The Journal of Neurophysiology Vol. 82 No. 4 October 1999, pp. 1916-1926
Copyright ©1999 by the American Physiological Society

Convergent Mechanosensory Input Structures the Firing Phase of a Steering Motor Neuron in the Blowfly, Calliphora

Department of Integrative Biology, University of California, Berkeley, California 94720; and Committee on Neurobiology, University of Chicago, Chicago, Illinois 60637

Fayyazuddin, Amir and Michael H. Dickinson. Convergent Mechanosensory Input Structures the Firing Phase of a Steering Motor Neuron in the Blowfly, Calliphora. J. Neurophysiol. 82: 1916-1926, 1999. The first basalar muscle (B1) is 1 of 17 small steering muscles in flies that control changes in wing stroke kinematics during flight. The B1 is often tonically active, firing a single phase-locked action potential in each and every wingbeat cycle. Changes in activation phase alter the biomechanical properties of B1, which in turn cause aerodynamically relevant changes in wing motion. The phase-locked firing of the B1 motor neuron (MNB1), is thought to arise from an interaction of wingbeat-synchronous inputs from the wings and from specialized equilibrium organs called halteres that beat antiphase to the wings and function to detect angular rotation of the body during flight. We investigated how the wing and haltere inputs interact to determine the firing phase of MNB1. Our results indicate that both wing and haltere afferents make strong monosynaptic connections with MNB1, consisting of fast electrical and slow Ca²⁺-sensitive components. Although both the wing and haltere-evoked excitatory postsynaptic potentials (EPSPs) display the two components, their relative contribution is different for the two inputs. Whereas the haltere-evoked EPSP is dominated by the fast electrical component, the wing-evoked EPSP is dominated by a large chemically mediated component and displays an additional prolonged Ca²⁺-dependent component that is absent in the haltere-evoked EPSP. Both inputs display an activity-dependent fatigue affecting both electrical and Ca²⁺-sensitive components, from which the haltere synapse recovers more rapidly.
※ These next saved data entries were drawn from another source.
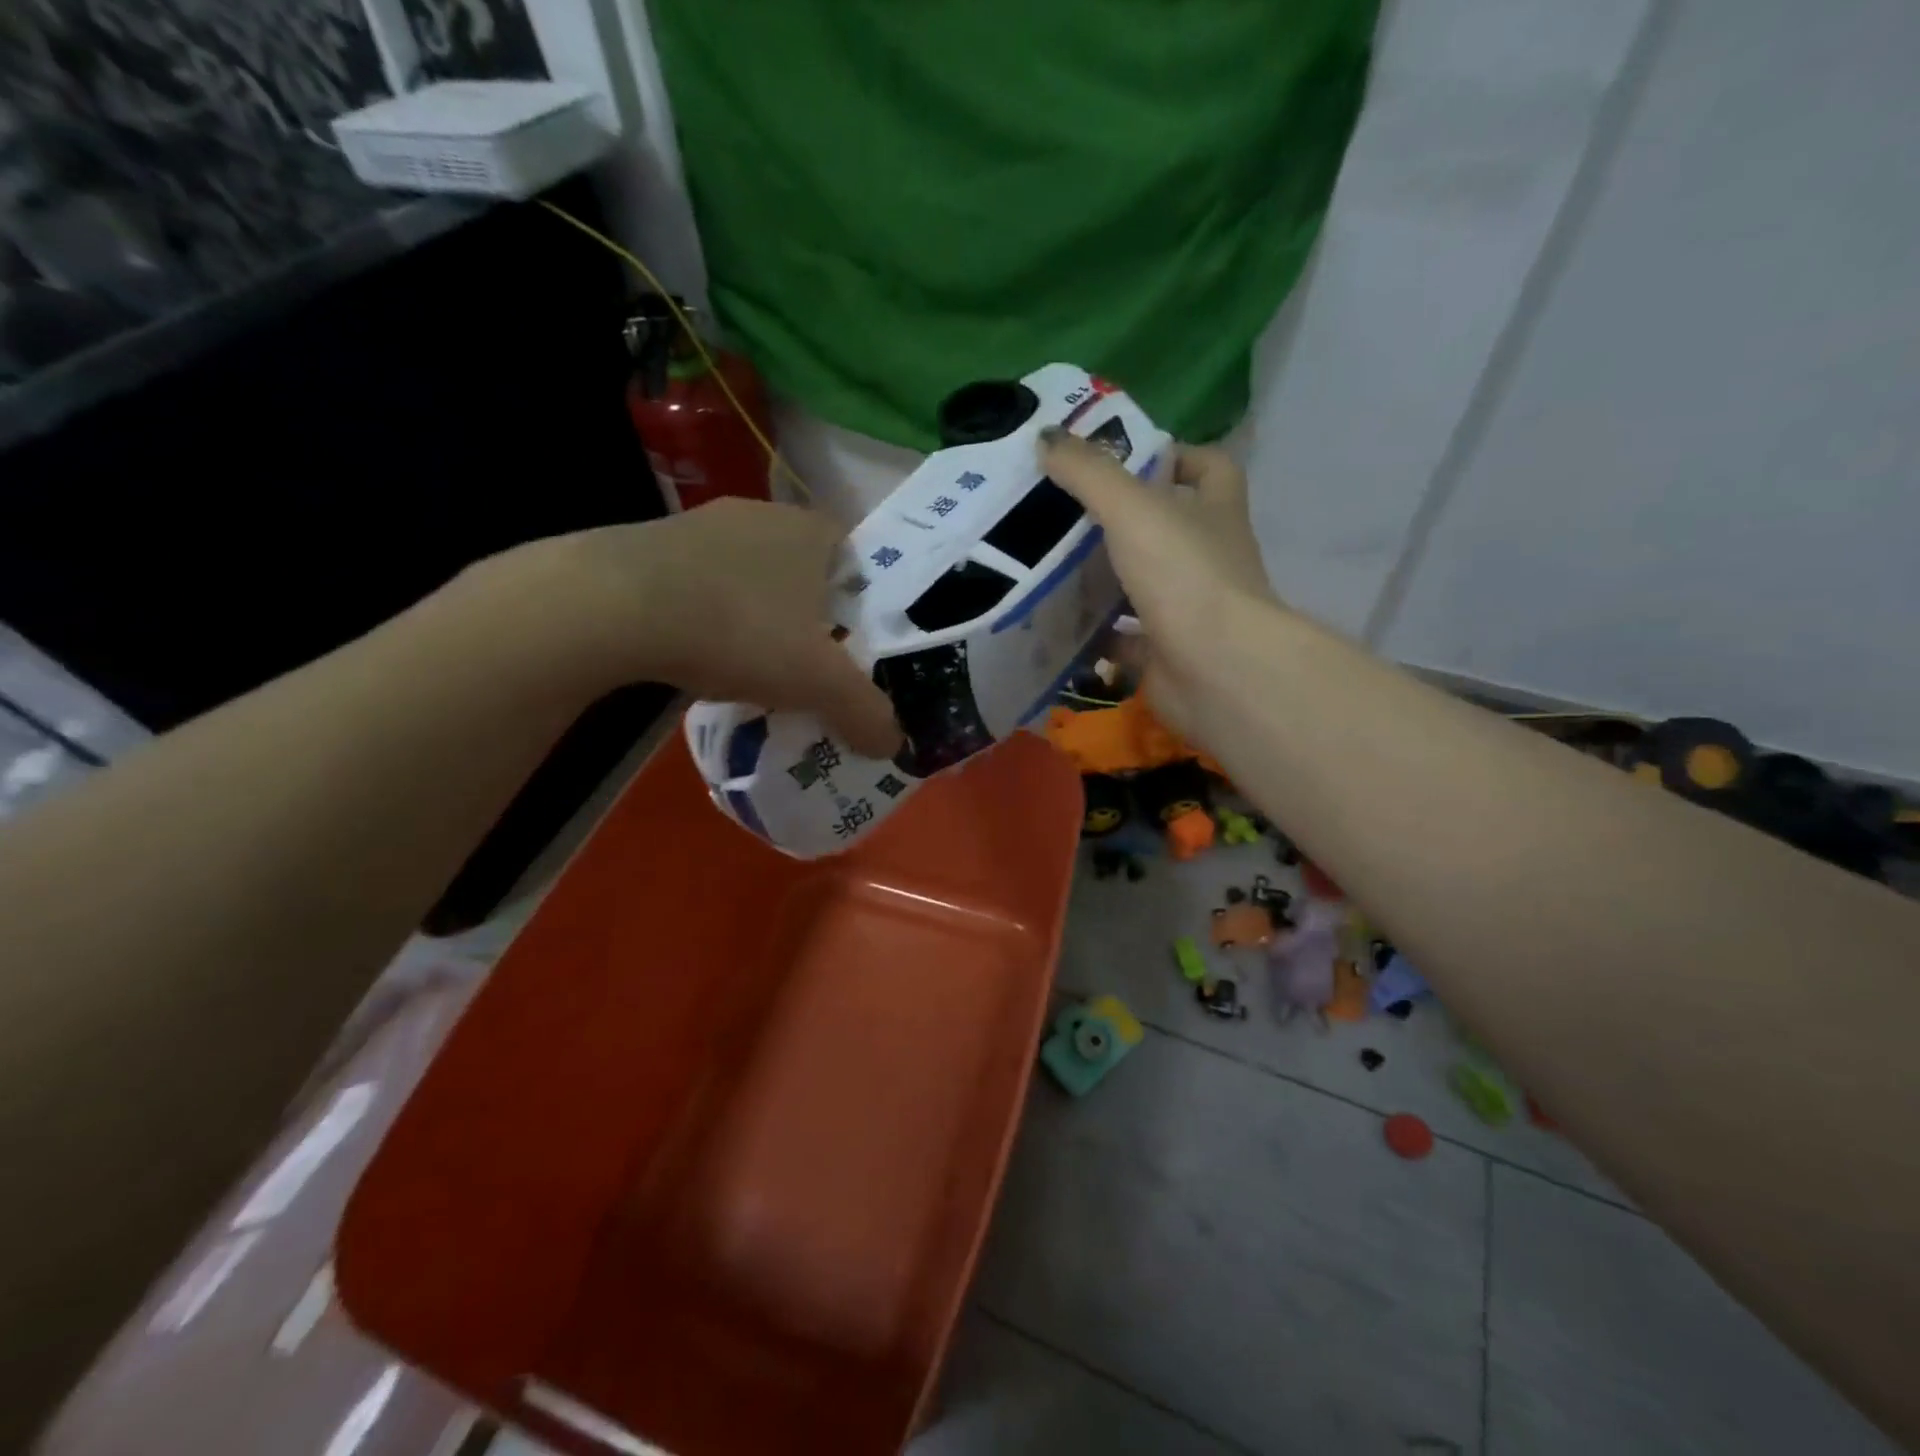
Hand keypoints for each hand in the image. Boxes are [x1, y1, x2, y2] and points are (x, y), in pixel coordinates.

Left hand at [497, 499, 901, 757]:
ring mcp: (703, 525)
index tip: (861, 645)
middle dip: (814, 616)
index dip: (868, 603)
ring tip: (758, 666)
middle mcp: (763, 515)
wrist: (614, 606)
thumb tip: (894, 745)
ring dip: (760, 616)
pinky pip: (704, 584)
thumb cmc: (739, 628)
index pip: (860, 559)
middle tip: (815, 664)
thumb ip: (864, 712)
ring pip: (753, 577)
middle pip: (807, 571)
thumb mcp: (817, 682)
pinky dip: (712, 617)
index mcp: (813, 531)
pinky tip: (703, 654)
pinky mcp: (654, 546)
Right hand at [1040, 427, 1276, 735]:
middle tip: (1061, 512)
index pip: (1208, 467)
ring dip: (1101, 580)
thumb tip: (1045, 438)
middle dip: (1118, 521)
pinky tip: (1055, 624)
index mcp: (1214, 511)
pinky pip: (1123, 639)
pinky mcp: (1166, 653)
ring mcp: (1188, 608)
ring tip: (1046, 566)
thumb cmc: (1184, 574)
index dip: (1173, 456)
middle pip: (1164, 528)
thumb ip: (1088, 472)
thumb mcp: (1132, 508)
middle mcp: (1207, 557)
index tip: (1123, 459)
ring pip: (1140, 585)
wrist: (1215, 669)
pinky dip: (1094, 634)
The net result of these synaptic differences is that the two pathways differ significantly in their relative ability to evoke action potentials in MNB1. Although the haltere pathway displays greater temporal precision, the wing pathway is stronger, judged by its ability to entrain MNB1 within a background of haltere stimulation. We propose a model by which these physiological differences play a functional role in tuning the firing phase of MNB1 during flight. The wing input may serve primarily to set the background firing phase of MNB1, whereas the haltere input serves to transiently advance the firing phase during equilibrium reflexes.